_Data for the task_
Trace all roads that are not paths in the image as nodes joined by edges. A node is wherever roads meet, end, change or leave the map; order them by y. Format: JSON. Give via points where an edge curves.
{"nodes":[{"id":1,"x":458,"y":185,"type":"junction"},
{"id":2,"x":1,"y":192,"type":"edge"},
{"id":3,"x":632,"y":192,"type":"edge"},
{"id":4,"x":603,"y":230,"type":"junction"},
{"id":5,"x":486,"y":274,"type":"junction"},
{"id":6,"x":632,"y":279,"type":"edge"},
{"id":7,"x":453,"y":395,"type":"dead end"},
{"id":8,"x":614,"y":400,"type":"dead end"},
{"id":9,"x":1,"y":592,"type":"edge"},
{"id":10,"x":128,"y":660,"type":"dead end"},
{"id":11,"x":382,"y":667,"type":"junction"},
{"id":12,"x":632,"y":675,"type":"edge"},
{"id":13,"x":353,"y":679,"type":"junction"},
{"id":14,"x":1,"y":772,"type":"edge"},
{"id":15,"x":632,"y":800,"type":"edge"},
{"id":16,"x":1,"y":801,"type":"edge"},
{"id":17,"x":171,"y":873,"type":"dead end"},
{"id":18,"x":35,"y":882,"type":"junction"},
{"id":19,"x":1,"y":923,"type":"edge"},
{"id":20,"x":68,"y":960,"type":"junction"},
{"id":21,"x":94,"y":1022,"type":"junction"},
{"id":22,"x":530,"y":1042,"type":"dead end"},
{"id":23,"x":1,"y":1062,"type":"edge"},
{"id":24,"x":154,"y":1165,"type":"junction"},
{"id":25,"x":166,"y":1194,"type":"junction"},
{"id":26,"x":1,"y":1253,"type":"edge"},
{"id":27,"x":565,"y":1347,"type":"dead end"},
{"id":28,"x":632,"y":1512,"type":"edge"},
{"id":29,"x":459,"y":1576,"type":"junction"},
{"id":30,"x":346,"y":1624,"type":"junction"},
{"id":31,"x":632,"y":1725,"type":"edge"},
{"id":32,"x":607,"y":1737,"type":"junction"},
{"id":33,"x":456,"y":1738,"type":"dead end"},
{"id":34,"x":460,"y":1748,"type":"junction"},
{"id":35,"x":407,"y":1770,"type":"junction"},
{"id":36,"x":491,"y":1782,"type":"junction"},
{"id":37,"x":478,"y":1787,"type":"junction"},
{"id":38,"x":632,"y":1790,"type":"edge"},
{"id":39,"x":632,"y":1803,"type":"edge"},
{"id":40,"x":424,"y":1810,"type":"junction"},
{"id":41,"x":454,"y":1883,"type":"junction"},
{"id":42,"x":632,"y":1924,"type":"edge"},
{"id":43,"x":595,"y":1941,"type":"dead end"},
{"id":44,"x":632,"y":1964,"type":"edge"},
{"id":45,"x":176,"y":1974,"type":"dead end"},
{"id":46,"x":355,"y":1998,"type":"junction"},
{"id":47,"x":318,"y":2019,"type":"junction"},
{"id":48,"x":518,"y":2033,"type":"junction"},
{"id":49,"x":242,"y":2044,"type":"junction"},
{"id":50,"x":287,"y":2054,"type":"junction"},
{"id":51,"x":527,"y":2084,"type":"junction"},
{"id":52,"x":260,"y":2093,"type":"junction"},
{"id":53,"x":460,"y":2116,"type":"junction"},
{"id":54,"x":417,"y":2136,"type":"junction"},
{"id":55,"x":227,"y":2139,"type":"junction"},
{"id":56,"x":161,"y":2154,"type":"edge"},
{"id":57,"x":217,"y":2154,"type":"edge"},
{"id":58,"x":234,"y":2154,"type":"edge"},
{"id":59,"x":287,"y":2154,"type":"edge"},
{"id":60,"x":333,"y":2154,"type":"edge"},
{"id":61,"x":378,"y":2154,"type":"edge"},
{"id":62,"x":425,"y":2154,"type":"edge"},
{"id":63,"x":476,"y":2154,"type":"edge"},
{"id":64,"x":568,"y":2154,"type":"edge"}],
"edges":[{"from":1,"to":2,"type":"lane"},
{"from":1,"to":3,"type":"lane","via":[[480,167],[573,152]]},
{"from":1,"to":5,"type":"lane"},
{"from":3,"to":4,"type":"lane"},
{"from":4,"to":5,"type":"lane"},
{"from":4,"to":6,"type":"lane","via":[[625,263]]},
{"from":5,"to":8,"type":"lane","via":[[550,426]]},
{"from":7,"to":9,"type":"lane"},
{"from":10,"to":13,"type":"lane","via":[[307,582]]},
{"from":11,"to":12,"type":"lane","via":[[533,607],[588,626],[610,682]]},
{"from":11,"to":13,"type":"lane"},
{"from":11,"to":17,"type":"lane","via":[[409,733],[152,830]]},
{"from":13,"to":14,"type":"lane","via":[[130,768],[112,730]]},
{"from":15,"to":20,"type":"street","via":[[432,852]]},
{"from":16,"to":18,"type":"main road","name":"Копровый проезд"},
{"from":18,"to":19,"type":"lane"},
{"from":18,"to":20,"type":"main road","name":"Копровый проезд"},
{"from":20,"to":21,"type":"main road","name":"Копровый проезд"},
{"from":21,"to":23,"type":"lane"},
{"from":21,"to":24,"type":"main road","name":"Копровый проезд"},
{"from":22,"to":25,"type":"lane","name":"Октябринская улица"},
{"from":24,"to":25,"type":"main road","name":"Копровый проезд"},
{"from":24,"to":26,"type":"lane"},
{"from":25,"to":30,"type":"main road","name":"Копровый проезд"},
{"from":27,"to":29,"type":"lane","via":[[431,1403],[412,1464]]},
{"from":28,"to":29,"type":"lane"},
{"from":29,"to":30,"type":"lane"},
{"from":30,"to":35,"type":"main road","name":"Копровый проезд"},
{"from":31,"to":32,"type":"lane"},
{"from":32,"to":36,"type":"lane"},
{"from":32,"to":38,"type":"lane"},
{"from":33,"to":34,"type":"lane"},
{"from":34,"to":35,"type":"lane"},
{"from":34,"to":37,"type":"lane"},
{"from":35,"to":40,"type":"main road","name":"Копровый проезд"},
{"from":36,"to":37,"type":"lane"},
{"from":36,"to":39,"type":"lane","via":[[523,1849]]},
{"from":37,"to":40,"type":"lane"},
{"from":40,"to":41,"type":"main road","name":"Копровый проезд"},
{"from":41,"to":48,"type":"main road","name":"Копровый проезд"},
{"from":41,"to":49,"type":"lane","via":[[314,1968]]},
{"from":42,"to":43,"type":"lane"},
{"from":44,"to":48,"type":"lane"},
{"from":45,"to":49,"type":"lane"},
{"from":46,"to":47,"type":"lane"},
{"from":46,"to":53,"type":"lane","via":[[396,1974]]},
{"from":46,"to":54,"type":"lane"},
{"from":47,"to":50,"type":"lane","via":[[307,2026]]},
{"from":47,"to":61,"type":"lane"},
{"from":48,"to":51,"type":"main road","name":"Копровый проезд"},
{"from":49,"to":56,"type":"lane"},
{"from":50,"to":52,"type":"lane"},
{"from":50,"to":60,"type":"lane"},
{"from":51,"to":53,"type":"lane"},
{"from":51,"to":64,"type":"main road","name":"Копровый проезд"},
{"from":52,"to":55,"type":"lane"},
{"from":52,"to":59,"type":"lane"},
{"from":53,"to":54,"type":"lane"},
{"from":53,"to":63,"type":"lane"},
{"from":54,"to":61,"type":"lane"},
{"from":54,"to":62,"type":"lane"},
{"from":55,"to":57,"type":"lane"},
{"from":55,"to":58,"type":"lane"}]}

_Work order_
Your answer should be one number, the count of lines above that hold "nodes".

_Answer to this exercise_
2